What to do: Would you restate each entry word for word, omitting the pictures?
Materials provided section start
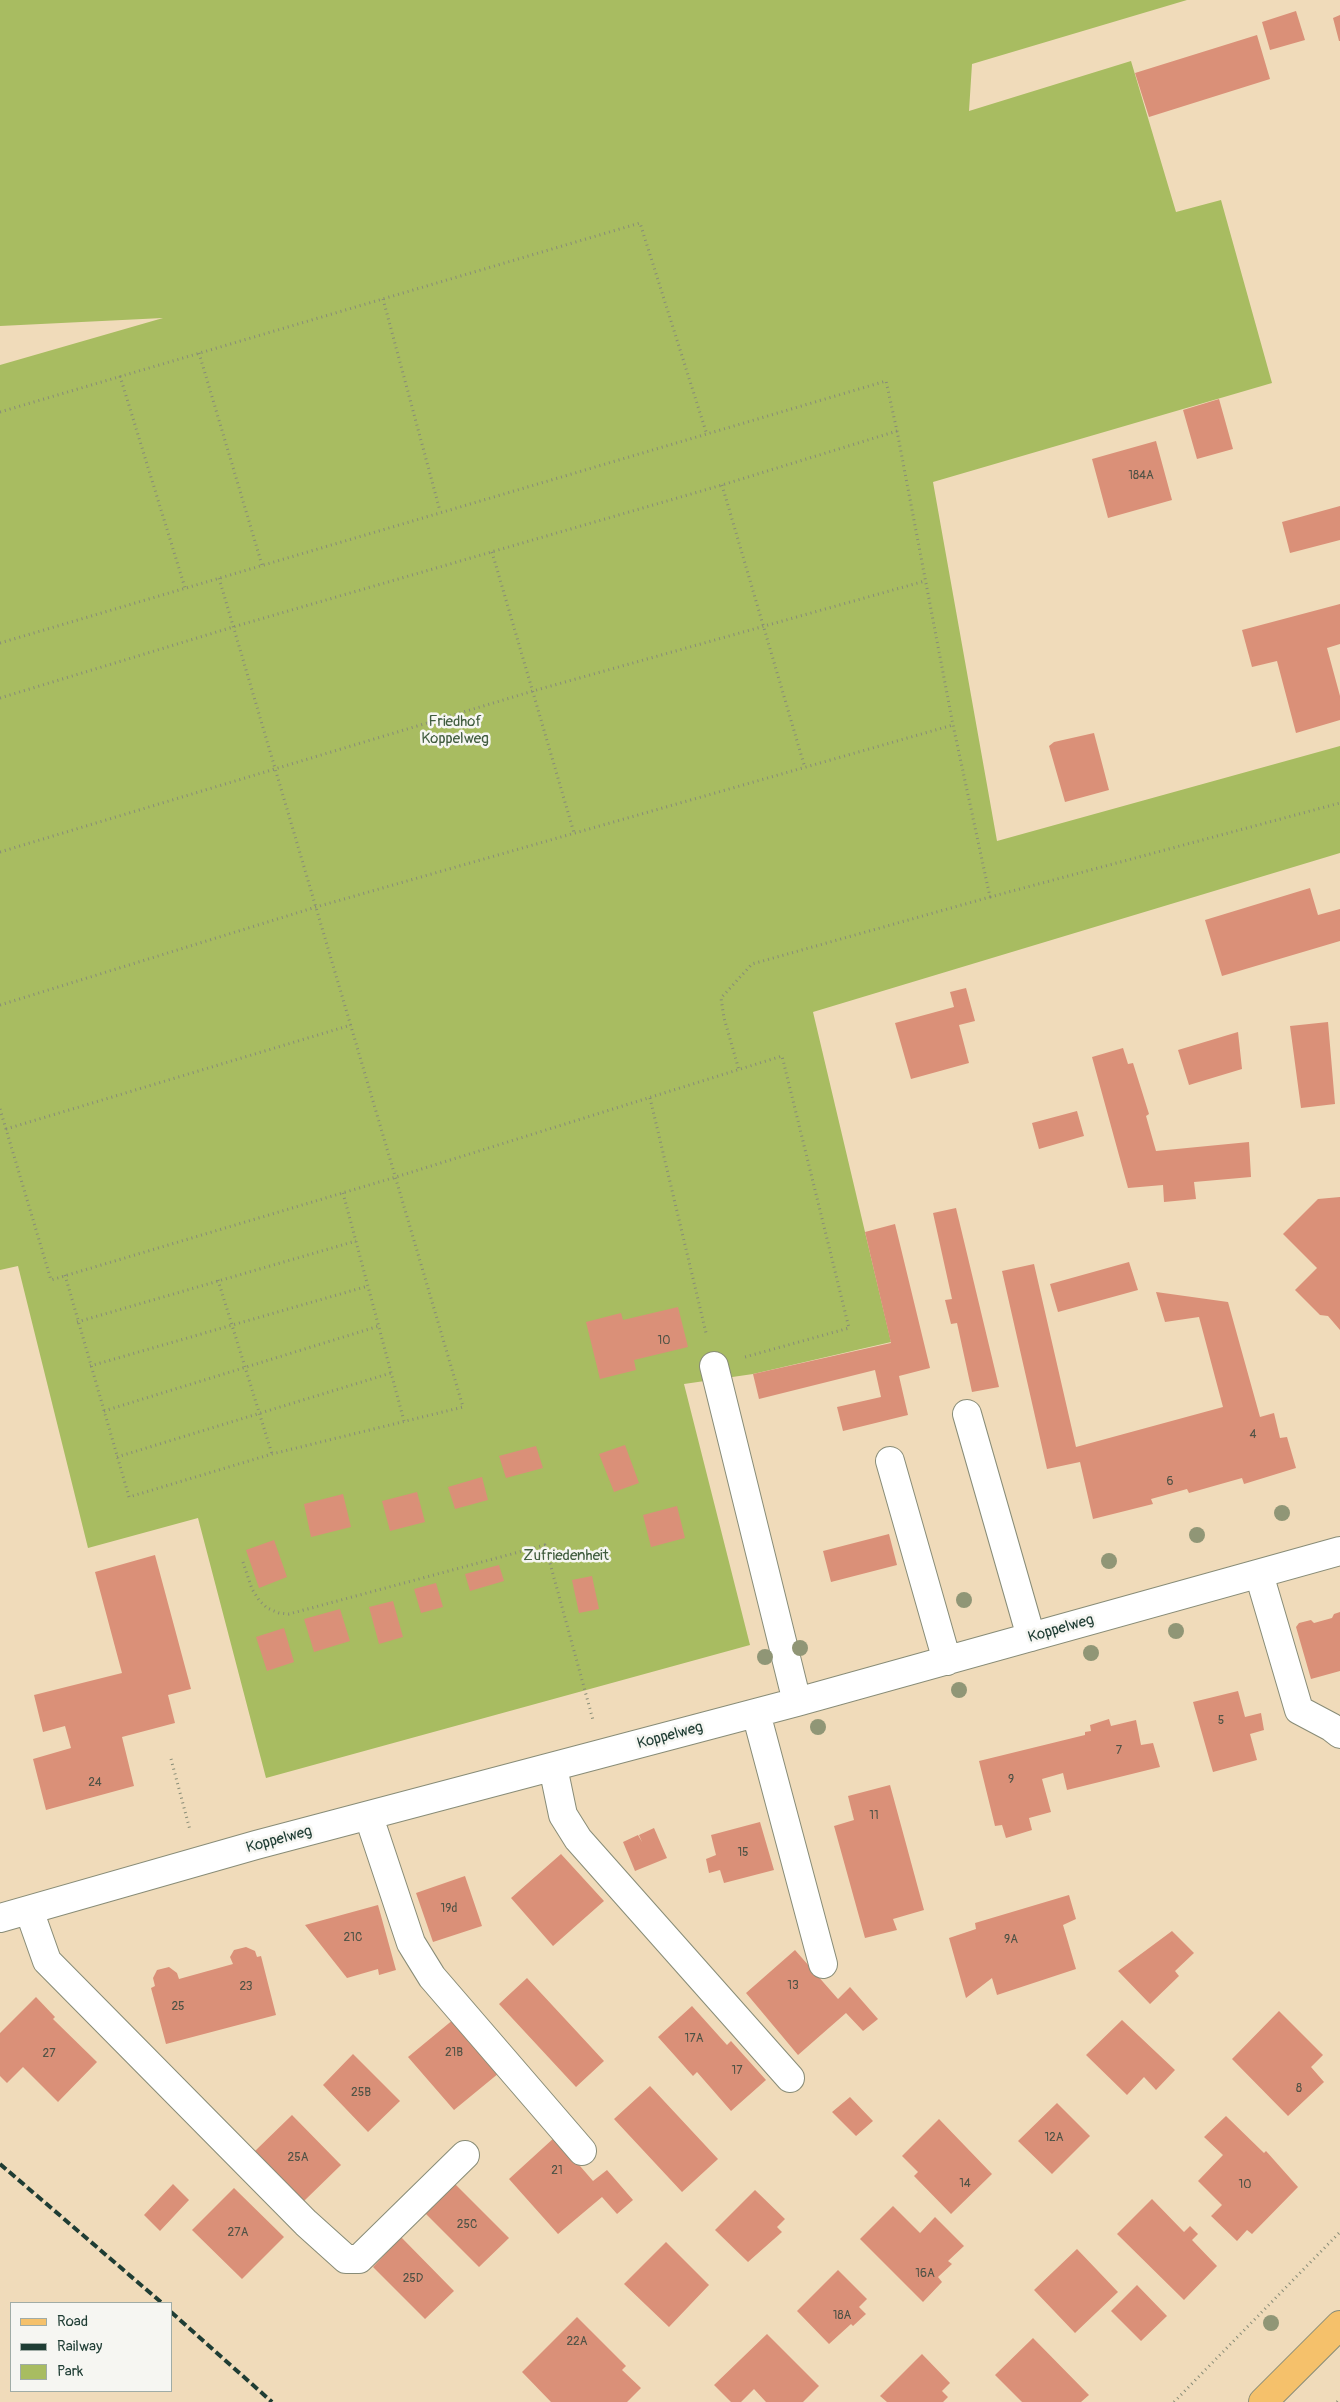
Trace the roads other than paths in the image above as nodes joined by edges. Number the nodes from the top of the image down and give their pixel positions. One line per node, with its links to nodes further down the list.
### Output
1 (714, 1366): 8 (street)
2 (967, 1414): 6 (street)
3 (890, 1461): 7 (street)
4 (1340, 1551): 5 (street, Koppelweg)
5 (1259, 1574): 6 (street, Koppelweg); 10 (street)
6 (1031, 1637): 7 (street, Koppelweg)
7 (947, 1661): 8 (street, Koppelweg)
8 (797, 1702): 9 (street, Koppelweg)
9 (756, 1713): 11 (street, Koppelweg); 15 (street)
10 (1340, 1734)
11 (553, 1767): 12 (street, Koppelweg); 16 (street)
12 (369, 1817): 13 (street, Koppelweg); 17 (street)
13 (29, 1910): 14 (street, Koppelweg); 18 (street)
14 (0, 1918)
15 (823, 1964)
16 (790, 2078)
17 (582, 2151)
18 (464, 2155)
19 (1340, 2325): 20 (main road)
20 (1263, 2402)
Materials provided section end
Task result:
Trace the roads other than paths in the image above as nodes joined by edges. Number the nodes from the top of the image down and give their pixel positions. One line per node, with its links to nodes further down the list.
### Output
1 (714, 1366): 8 (street)
2 (967, 1414): 6 (street)
3 (890, 1461): 7 (street)
4 (1340, 1551): 5 (street, Koppelweg)
5 (1259, 1574): 6 (street, Koppelweg); 10 (street)
6 (1031, 1637): 7 (street, Koppelweg)
7 (947, 1661): 8 (street, Koppelweg)
8 (797, 1702): 9 (street, Koppelweg)
9 (756, 1713): 11 (street, Koppelweg); 15 (street)
10 (1340, 1734)
11 (553, 1767): 12 (street, Koppelweg); 16 (street)
12 (369, 1817): 13 (street, Koppelweg); 17 (street)
13 (29, 1910): 14 (street, Koppelweg); 18 (street)
14 (0, 1918)
15 (823, 1964)
16 (790, 2078)
17 (582, 2151)
18 (464, 2155)
19 (1340, 2325): 20 (main road)
20 (1263, 2402)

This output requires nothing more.